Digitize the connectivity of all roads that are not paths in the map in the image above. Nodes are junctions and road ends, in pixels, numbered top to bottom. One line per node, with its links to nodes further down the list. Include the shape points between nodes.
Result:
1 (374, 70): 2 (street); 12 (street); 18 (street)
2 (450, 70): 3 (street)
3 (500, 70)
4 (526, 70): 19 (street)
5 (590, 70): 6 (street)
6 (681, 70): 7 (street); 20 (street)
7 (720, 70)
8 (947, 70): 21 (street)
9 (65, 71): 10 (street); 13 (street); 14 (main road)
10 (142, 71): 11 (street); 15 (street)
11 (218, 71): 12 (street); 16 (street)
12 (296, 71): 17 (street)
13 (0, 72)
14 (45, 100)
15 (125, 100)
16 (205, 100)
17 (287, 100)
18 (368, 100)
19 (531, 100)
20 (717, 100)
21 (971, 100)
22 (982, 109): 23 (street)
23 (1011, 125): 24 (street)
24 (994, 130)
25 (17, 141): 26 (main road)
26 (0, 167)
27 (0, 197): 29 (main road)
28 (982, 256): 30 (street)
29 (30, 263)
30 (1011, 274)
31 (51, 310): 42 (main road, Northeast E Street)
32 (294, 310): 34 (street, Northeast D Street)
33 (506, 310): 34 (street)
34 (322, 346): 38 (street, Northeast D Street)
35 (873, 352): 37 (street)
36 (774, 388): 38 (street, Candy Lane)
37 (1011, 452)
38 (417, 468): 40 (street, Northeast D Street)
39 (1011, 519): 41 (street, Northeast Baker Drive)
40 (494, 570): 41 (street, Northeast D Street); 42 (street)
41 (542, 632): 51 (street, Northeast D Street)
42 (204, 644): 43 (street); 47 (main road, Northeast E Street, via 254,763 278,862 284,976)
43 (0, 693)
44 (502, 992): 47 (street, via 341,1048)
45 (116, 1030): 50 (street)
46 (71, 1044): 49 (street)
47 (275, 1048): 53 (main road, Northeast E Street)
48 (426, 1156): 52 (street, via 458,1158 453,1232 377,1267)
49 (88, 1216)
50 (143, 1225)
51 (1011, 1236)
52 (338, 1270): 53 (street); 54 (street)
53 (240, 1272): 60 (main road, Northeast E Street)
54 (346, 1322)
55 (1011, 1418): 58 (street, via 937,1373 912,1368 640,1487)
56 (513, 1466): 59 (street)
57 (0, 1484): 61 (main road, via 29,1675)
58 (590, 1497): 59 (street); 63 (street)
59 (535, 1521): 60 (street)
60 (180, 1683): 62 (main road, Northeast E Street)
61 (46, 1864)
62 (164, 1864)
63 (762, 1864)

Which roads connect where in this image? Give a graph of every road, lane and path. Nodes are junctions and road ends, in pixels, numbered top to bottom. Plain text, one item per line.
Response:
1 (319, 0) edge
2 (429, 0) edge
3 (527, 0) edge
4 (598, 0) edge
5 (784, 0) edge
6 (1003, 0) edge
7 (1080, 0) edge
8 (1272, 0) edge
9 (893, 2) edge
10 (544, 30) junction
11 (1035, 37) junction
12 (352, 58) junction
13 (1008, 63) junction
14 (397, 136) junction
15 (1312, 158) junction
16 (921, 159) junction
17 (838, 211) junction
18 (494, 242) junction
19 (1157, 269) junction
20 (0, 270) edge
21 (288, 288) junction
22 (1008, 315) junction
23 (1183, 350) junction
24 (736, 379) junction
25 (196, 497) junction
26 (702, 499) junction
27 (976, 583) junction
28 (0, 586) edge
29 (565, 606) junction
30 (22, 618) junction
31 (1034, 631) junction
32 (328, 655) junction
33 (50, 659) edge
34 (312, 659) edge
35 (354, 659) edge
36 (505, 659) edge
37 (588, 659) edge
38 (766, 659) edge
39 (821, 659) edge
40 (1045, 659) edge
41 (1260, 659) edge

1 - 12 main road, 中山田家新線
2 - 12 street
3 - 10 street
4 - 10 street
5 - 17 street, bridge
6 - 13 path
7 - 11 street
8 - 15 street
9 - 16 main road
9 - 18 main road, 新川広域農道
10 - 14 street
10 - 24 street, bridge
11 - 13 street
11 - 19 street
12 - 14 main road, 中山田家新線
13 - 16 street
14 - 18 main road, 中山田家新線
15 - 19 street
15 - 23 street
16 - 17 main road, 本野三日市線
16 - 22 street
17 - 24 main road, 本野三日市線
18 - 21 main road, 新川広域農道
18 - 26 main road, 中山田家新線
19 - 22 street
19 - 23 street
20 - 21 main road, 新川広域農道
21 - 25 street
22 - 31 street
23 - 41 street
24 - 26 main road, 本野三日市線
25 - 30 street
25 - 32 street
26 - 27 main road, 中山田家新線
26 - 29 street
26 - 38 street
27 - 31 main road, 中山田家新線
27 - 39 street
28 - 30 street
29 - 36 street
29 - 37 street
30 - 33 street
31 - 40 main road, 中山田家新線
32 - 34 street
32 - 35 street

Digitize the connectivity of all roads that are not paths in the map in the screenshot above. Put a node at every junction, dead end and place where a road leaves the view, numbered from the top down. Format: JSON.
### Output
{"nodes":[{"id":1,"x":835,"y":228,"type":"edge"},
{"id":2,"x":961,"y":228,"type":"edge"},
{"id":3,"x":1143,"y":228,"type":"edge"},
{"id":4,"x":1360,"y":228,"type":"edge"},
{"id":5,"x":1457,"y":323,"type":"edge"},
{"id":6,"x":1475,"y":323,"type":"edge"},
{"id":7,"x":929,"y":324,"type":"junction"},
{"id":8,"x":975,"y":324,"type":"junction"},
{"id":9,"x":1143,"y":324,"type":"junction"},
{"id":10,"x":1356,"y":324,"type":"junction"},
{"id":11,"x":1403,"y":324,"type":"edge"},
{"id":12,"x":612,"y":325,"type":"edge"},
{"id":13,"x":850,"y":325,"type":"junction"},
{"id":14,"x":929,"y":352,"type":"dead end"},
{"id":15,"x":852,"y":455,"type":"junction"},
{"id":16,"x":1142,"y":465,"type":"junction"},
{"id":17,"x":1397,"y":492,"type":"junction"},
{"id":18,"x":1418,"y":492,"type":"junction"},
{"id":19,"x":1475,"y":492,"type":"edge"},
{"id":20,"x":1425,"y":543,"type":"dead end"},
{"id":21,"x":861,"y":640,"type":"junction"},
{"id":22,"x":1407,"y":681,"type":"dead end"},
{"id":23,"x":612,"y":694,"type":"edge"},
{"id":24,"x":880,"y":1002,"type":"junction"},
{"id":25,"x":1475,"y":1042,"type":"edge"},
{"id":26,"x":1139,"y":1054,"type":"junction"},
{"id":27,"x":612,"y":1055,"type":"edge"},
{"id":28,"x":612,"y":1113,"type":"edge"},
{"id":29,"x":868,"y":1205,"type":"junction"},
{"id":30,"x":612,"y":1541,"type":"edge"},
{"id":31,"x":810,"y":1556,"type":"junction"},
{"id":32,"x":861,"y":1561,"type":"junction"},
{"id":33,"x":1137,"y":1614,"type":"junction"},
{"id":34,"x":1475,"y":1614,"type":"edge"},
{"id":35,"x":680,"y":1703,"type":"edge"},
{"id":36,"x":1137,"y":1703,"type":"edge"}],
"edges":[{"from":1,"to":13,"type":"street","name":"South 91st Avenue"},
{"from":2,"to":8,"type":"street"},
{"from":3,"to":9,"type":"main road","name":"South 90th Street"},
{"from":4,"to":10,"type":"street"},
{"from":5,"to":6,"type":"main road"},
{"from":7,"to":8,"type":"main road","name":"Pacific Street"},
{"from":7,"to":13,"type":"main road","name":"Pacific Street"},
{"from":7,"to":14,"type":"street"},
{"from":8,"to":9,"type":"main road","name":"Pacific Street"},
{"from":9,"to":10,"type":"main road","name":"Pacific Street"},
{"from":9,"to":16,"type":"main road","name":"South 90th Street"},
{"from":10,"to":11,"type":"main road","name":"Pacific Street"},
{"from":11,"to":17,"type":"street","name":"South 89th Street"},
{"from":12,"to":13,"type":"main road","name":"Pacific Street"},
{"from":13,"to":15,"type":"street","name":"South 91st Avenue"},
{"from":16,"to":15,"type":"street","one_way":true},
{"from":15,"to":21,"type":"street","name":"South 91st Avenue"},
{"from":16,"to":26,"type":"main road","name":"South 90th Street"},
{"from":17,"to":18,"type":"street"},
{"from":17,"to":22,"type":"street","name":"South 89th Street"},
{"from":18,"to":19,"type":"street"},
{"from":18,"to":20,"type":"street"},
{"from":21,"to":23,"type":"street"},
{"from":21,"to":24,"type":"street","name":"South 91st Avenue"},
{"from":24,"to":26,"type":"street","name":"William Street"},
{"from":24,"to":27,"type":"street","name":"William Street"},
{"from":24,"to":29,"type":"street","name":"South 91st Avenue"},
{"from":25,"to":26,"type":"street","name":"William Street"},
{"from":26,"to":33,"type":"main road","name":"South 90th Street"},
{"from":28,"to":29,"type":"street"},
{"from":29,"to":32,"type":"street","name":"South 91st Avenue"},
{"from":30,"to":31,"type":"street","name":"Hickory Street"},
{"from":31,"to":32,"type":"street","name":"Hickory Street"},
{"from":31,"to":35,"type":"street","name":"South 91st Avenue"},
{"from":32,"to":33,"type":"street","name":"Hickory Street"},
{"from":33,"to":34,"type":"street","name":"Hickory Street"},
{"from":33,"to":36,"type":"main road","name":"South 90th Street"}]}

**Your goal:**
Lines containing the word "pixels" must be found in the data above and copied.

**Written answer:**
Digitize the connectivity of all roads that are not paths in the map in the image above. Nodes are junctions and road ends, in pixels, numbered top to bottom. One line per node, with its links to nodes further down the list. Include the shape points between nodes.
Which roads connect where in this image? Give a graph of every road, lane and path. Nodes are junctions and road ends, in pixels, numbered top to bottom. Plain text, one item per line.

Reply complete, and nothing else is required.